As you know from Society President Jeff Caudill’s recent member letter, we are all excited to be on the path to a new home in Park Ridge in the Solomon Cottage at The Youth Campus. More information on this extraordinary news within.

The centennial year of Park Ridge as a City begins in May, 2010, exactly 100 years after Dr. Albert Buchheit was elected our first Mayor. This offers a wonderful opportunity to draw attention to the good story of our local history before, during and after our city centennial year. From the Park Ridge Country Club in 2006 to the Park Ridge Public Library in 2013, at least eight community organizations will have celebrated 100 years of continuous uninterrupted operation in Park Ridge, including The Youth Campus.

Watch for our redesigned web page soon. Pennyville.org will continue as our means for keeping everyone informed about Society events and progress to our new home.

The Society Trustees thank Judy Kaplan for stepping back to her role as publisher of the Lamppost. We have received many compliments about her work on our most recent issues and are delighted that she is helping us again.

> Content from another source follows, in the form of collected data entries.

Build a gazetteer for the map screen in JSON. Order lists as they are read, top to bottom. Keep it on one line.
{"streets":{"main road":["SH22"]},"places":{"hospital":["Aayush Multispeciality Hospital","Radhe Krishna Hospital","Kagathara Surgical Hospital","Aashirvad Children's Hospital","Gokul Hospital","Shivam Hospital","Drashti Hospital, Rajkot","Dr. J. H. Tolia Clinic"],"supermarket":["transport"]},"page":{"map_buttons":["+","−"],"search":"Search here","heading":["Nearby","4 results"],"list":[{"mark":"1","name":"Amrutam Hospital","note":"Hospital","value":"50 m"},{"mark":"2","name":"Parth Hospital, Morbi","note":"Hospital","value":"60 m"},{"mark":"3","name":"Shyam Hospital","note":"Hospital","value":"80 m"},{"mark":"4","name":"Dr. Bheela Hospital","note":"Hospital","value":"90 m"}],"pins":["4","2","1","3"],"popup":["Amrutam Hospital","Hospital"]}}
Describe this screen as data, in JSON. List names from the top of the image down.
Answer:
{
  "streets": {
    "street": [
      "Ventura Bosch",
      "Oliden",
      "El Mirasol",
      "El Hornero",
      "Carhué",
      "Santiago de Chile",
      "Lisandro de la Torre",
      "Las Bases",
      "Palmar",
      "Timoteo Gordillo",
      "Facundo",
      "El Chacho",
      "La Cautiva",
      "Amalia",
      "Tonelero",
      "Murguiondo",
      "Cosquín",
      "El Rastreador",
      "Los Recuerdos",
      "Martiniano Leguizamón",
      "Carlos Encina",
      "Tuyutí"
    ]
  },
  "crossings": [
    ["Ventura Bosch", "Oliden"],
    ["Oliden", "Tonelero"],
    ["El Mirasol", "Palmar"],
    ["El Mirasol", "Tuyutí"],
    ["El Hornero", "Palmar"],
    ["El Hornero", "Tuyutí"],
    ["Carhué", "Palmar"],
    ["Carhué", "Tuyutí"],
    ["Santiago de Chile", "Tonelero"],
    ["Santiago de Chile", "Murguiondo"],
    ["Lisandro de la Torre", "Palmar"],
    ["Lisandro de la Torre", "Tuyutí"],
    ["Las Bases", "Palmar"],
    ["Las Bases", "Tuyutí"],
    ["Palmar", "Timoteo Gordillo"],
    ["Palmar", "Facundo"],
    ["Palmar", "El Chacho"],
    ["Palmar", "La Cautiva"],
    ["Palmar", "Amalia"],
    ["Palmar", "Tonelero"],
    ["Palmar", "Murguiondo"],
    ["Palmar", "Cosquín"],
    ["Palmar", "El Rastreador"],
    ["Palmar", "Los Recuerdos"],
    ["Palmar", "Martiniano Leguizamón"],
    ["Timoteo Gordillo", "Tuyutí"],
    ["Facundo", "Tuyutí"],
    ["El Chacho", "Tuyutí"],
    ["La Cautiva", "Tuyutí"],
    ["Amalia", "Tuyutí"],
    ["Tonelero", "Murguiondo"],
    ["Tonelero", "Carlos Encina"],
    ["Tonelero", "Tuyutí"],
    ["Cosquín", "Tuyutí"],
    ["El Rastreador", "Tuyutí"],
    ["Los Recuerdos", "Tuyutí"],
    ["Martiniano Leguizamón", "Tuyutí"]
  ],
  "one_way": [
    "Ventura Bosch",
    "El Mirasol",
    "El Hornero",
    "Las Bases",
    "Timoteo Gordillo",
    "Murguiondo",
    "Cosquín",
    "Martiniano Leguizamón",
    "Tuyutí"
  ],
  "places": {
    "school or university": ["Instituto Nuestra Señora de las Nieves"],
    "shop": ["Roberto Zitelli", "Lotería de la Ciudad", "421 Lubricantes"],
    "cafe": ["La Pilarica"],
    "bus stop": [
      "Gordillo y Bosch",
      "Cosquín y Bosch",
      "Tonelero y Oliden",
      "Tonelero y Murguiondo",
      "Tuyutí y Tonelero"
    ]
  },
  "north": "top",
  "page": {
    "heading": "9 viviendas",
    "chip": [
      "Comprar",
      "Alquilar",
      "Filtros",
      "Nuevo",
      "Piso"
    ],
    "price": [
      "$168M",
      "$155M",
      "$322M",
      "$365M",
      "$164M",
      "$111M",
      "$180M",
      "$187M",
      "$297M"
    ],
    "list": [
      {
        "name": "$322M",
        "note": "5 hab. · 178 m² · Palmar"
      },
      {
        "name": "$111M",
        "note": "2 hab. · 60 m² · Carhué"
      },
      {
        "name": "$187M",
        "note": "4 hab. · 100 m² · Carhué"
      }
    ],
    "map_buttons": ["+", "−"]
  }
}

We hope to see you at our first general program of the year:
Anne Lunde’s presentation on “Digging Into the Past”
on Thursday Evening, May 21, at St. Mary’s Episcopal Church.

The Society Museum at Garden and Prairie will be open on Saturdays in June and July from 9 am until noon.

Please tell your friends and neighbors about this last opportunity to visit our current home.


At our speaking program at The Youth Campus in April, 2005, we were warmly received by thenCEO, Joe Loftus. We began a dialog with him about the rich history of Pennyville, Brickton, and Park Ridge, and the approaching centennial year of the continuous mission of the Park Ridge School for Girls.

We discussed a cooperative plan to enhance that community history through a closer relationship, just as property taxes at 41 South Prairie Avenue began to escalate. When Joe Loftus moved to another career opportunity, we continued our conversation with Richard DiStasio, co-chair of the Board of Directors, who listened carefully to our vision of common interests. Soon after the arrival of new CEO, Jim Guidi, our dialog resumed, and Dr. Guidi forthrightly invited the Historical Society to continue its mission in an unused cottage at The Youth Campus, an invitation unprecedented in its 100-year history.

Dr. Jim Guidi, the Youth Campus CEO, and Jeff Caudill, Park Ridge Historical Society President, sign the Solomon Cottage Lease, April 21, 2009

The Society has just signed a long-term lease for this purpose, and we are in a ‘due diligence’ period to make certain that we can accommodate any environmental remediation needs at the Cottage.

Assuming no major concerns arise in this regard, we will then commission architect Walker Johnson to prepare conceptual plans for our vision of the new home of the Historical Society within the Solomon Cottage.

Walker Johnson’s portfolio speaks well of his work with many historically significant buildings, following a distinguished career at Holabird and Root, successors to Holabird and Roche, architects for the first School Cottage in 1908.

The Board of Trustees is committed to this transition, and is optimistic that we can raise the funds we need for this venture. The Board is pleased to announce that two community members have stepped forward to work together with us as an Advisory Committee, acting as a sounding board for our planning and fund-raising work for this journey.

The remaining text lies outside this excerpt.